Остановимся на приемах построения типического образа у Беранже. Стесненный рамками малого поэтического жанра, поэт должен был скупо отбирать только самые главные, самые характерные черты образа и обстановки. Тут и помогает делу анализ тематически однородных песен. Так, группа песен о солдатах дает возможность видеть, что Беранже изображает своих ветеранов чисто реалистически, обрисовывая определяющие влияния исторической обстановки и социальной среды: эти старые служаки духовно сложились в пору революции и Империи под воздействием среды крестьянской и солдатской, а действуют при Реставрации, мероприятия которой определяют борьбу против нее. В песнях «Старый сержант» и «Старый капрал» Беранже показывает, что их герои — выходцы из крестьянской массы и что именно эта масса дала армиям революции пламенных волонтеров, защитников свободы и врагов королей. С другой стороны, Беранже обрисовывает самую солдатскую среду как воспитателя характеров: в «Маркитантке», «Старом капрале» и «Новом приказе» ветераны организуют настроения солдатской массы или просвещают рекрутов, а песня «Два гренадера» свидетельствует, что и воззрения самих ветеранов сложились под влиянием понятий, присущих солдатской массе времен революции и Империи. Хотя обрисовать в песне развитие характера почти невозможно, но поэт иногда пытался разрешить и такую задачу. Так, в «Новом приказе» он показал, как обогащается политическое сознание молодого рекрута и как под конец беседы с ветераном этот робкий и темный парень становится человеком, готовым бороться с Реставрацией.
Показать характер в развитии поэту более всего удалось в группе своих автобиографических песен. Такая тенденция сказывалась у него и в усложнявшемся со временем образе Лизетты, но песен о его подруге с годами становилось все меньше, а к своему автопортрету Беранже возвращайся постоянно. Неизменной чертой автопортрета осталась его бодрая веселость, то добродушная, то насмешливо-злая, но под влиянием изменявшейся историко-общественной обстановки изменялись и прочие черты образа: в начале творчества перед нами жизнерадостный, беспечный эпикуреец, в зрелом творчестве—страстный политический поэт, неумолимый и напористый враг Реставрации, в позднем—скептик, во многом разочарованный, но упорно преданный мечте о человеческом счастье.
Замечательным достижением реализма Беранже - была его сатирическая песня, колючая, едкая, беспощадно-злая в своем разоблачении врагов демократии. Беранже считал, что основа комического — не в игре слов, а в.«смешном, вытекающем из данной ситуации», и он показывал или старался прояснить своим читателям эту ситуацию не только в «Маркизе де Ка.раба», но и в тех песнях, которые представляют собою сатирическую характеристику его времени в целом — в «Мелюзге, или Похоронах Ахиллеса», в «Бесконечно малых», в «Реставрации песни», в «Бонди».
Но критический реализм Беранже не исчерпывался изображением отрицательных сторон действительности.
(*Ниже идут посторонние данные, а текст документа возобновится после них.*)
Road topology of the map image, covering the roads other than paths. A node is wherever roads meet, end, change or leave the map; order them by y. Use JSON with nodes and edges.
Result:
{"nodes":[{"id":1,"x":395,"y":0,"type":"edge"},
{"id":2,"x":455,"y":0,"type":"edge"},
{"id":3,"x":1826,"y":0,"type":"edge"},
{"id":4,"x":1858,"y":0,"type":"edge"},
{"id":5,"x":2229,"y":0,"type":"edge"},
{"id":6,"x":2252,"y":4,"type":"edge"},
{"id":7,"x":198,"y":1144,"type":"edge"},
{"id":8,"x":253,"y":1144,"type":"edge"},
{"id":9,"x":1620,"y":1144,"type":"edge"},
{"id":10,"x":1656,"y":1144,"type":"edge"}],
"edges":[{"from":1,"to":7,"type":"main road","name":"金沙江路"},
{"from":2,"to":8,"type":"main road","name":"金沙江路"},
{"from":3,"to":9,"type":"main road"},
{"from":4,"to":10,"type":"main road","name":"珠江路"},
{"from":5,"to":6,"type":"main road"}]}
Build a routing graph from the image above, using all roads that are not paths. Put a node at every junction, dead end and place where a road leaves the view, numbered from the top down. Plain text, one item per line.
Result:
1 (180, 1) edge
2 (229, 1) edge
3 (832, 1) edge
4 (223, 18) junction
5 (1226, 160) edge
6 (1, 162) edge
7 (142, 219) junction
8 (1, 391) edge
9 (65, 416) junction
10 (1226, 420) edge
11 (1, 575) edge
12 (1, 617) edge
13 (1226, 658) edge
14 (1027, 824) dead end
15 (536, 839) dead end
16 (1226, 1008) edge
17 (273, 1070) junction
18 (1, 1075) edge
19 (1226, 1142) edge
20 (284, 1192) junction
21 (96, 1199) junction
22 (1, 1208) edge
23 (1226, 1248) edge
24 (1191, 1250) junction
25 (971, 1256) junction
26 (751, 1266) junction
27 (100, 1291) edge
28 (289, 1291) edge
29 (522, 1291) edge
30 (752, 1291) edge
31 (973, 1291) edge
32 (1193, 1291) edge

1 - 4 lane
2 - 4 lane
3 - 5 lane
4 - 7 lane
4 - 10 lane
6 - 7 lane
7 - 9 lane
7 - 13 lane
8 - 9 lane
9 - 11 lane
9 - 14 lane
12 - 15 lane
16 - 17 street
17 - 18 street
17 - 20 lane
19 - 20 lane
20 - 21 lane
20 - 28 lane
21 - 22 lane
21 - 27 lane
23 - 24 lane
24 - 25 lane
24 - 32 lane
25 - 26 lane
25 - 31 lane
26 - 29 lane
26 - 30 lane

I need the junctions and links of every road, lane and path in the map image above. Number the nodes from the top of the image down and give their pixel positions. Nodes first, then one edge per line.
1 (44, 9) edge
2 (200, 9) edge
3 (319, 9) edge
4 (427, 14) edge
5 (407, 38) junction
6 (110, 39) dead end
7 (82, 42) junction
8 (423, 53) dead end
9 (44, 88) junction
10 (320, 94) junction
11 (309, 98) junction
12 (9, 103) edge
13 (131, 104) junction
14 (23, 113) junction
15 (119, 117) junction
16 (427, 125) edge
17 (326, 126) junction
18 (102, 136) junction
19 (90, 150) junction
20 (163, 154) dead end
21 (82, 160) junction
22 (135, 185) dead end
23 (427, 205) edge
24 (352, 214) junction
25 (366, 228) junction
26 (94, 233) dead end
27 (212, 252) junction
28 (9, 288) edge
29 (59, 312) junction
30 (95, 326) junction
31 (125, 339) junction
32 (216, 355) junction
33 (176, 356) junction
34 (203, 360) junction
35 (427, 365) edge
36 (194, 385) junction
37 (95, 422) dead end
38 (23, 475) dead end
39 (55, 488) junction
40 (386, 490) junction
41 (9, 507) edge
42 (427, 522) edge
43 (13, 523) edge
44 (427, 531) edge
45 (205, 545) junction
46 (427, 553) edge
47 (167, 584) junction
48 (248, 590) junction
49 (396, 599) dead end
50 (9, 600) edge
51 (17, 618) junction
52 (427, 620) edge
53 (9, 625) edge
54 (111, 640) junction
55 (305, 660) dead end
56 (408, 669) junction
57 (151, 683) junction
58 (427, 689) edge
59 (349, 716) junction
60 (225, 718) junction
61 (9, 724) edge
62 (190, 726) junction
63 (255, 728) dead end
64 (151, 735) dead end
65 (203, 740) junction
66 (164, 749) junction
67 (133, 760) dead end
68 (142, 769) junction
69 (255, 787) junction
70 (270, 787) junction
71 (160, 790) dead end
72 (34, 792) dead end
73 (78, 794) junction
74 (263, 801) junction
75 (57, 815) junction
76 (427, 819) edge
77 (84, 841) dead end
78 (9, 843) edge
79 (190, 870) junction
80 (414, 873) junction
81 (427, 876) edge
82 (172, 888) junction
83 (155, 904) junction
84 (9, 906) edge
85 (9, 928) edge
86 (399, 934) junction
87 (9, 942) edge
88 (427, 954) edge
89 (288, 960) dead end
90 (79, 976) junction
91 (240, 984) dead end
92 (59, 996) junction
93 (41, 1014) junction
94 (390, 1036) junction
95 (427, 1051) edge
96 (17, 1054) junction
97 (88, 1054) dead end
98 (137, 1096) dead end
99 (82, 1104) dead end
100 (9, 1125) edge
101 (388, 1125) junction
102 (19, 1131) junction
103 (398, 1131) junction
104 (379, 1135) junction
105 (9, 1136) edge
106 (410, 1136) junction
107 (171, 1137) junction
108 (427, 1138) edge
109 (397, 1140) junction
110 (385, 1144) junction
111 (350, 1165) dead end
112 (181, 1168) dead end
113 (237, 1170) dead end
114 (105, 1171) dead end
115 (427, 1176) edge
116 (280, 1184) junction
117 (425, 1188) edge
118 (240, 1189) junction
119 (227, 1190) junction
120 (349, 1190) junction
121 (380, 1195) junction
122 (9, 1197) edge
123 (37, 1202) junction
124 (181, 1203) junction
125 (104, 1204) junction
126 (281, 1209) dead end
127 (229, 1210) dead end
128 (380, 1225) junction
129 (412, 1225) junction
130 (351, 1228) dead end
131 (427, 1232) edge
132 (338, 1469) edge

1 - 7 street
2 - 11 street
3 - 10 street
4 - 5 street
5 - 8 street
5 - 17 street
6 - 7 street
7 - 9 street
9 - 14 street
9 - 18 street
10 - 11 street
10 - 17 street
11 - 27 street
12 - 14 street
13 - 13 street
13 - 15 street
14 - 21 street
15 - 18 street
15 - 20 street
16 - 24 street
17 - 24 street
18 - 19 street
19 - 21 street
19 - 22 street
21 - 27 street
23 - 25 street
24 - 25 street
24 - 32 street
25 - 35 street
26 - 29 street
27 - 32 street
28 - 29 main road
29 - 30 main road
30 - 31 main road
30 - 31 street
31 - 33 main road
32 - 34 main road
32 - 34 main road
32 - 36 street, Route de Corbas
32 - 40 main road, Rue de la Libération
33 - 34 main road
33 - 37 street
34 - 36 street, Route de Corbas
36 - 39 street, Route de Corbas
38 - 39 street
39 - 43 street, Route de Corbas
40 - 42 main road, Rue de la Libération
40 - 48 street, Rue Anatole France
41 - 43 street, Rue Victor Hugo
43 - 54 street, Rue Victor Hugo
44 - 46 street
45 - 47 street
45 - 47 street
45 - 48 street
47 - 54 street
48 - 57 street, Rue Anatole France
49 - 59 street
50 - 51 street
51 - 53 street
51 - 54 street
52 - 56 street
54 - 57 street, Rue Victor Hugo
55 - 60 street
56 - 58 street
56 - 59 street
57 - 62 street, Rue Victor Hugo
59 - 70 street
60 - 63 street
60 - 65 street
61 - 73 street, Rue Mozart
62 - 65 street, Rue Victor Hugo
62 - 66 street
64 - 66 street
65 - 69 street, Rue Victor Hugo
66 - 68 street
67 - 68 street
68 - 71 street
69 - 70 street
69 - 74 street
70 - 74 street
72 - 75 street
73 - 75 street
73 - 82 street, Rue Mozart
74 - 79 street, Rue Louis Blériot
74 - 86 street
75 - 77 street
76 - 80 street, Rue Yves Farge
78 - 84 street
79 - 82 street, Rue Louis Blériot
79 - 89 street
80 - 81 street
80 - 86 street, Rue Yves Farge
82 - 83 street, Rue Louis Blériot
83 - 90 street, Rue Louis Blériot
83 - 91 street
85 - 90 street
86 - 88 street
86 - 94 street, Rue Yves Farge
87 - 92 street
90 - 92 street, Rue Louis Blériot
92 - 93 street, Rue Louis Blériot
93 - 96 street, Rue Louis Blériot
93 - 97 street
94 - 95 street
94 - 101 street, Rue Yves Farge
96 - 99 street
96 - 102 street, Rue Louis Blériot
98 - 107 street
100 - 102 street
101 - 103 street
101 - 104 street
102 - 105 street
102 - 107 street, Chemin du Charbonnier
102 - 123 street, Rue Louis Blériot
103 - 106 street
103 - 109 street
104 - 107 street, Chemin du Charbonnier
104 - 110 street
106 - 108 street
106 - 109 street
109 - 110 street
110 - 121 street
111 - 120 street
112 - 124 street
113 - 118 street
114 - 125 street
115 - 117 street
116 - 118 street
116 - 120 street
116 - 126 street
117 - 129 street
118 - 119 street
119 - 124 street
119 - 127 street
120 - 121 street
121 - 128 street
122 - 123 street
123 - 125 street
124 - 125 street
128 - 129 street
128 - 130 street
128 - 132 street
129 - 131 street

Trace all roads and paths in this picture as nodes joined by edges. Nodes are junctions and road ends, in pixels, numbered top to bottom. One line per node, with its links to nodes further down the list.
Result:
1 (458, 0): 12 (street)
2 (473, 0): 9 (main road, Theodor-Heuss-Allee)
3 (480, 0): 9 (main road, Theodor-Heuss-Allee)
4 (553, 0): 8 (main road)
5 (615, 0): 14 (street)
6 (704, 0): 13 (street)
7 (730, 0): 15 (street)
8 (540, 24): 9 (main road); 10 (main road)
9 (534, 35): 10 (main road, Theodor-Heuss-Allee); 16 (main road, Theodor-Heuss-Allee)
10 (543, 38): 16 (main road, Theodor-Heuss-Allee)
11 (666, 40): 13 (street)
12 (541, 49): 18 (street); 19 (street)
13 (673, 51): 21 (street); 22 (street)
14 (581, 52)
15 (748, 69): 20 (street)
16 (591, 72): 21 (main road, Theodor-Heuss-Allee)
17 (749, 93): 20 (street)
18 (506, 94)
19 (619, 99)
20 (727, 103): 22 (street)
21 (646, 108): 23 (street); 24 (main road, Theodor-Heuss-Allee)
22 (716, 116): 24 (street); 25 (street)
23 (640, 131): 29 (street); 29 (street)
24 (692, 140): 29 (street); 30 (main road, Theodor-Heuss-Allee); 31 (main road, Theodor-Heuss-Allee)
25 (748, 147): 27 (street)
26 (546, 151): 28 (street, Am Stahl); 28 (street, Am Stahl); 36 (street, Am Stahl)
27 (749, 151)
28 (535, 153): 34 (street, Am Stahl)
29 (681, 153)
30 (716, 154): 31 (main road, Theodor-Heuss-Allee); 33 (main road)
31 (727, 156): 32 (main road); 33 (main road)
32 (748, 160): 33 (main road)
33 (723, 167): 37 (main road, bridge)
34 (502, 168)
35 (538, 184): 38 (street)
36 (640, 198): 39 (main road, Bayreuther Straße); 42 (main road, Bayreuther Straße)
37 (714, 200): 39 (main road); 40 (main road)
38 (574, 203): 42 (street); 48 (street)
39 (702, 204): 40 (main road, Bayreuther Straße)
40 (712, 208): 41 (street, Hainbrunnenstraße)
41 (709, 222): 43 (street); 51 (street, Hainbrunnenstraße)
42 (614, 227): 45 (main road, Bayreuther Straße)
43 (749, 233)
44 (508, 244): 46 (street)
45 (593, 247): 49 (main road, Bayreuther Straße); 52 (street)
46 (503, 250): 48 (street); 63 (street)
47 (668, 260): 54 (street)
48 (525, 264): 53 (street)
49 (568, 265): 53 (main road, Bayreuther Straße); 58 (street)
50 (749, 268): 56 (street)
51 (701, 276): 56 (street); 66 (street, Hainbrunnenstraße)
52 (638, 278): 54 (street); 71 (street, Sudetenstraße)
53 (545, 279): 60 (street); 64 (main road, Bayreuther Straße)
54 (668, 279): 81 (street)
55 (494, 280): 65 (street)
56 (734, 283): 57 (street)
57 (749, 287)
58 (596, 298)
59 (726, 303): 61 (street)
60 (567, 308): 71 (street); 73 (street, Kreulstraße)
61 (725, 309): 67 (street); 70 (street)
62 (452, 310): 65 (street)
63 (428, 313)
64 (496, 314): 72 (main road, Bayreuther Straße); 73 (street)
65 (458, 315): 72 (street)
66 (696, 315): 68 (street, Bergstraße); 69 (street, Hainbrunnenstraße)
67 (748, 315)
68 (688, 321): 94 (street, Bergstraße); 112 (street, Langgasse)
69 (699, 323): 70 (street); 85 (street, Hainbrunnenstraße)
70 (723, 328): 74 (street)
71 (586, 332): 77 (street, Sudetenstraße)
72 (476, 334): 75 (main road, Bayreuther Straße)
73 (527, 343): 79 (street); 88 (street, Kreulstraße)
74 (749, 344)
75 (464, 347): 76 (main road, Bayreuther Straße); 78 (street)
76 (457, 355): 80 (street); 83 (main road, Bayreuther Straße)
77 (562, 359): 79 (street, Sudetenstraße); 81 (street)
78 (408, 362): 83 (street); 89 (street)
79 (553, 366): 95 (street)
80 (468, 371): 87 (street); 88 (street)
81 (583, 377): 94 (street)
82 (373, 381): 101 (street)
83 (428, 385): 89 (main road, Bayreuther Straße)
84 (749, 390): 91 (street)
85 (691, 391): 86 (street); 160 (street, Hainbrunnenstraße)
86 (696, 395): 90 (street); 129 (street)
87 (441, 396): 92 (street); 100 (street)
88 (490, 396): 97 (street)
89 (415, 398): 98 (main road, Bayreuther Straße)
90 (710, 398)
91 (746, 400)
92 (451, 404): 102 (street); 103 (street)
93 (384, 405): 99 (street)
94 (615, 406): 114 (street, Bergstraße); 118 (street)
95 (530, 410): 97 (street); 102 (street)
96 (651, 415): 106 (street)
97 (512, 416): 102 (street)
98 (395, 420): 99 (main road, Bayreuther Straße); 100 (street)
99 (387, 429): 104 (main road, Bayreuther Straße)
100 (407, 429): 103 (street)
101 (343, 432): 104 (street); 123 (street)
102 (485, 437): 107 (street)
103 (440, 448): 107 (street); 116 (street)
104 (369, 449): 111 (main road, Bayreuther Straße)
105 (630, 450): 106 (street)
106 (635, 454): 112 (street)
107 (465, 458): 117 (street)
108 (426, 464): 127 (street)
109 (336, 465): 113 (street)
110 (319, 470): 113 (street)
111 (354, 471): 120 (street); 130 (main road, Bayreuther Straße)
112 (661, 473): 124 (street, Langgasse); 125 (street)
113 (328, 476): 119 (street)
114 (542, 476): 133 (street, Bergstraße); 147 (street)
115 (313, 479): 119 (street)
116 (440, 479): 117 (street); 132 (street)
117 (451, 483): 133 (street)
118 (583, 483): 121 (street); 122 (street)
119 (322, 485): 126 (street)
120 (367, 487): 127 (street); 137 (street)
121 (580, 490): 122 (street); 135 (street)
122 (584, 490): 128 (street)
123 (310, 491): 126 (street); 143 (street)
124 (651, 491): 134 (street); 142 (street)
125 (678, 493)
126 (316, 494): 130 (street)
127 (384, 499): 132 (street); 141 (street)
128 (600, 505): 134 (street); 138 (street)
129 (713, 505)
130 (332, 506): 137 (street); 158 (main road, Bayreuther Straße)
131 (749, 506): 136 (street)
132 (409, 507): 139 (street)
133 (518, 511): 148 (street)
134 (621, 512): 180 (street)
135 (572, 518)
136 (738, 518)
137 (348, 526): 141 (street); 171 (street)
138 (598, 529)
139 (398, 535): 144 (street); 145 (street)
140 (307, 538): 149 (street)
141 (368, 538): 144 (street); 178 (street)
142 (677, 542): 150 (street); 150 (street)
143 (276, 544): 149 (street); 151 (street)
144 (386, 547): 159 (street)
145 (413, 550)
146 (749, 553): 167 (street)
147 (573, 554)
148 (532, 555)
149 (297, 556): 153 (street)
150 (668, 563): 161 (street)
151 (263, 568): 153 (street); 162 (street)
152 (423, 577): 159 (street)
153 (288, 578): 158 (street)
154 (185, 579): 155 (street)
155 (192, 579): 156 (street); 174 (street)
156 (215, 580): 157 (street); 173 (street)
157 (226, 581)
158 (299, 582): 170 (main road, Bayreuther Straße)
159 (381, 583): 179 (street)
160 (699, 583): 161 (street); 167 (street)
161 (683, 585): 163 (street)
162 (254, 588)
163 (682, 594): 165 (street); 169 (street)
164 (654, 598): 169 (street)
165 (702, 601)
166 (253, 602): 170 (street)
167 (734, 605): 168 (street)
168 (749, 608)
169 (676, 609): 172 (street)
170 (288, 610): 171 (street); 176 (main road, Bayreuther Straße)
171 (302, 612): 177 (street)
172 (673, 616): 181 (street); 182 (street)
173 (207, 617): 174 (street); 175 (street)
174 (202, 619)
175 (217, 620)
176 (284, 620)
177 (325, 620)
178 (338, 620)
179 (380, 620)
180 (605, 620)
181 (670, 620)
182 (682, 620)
Величие народного поэта в том, что миру правящих реакционеров и эксплуататоров, миру церковного ханжества, золотого тельца и бесчеловечия поэт противопоставил во множестве правдивых, привлекательных и — подчеркнем — не абстрактных, не туманных, а столь же сочно, ярко и объемно выписанных образов мир демократии, трудового народа. Просты и человечны думы этих положительных героев Беранже, желающих мирно работать, любить свою родину, быть счастливыми и делиться своим счастьем с другими, бодро идти вперед и, если понадобится, смести, подобно потопу, неправый мир королей и их насилия.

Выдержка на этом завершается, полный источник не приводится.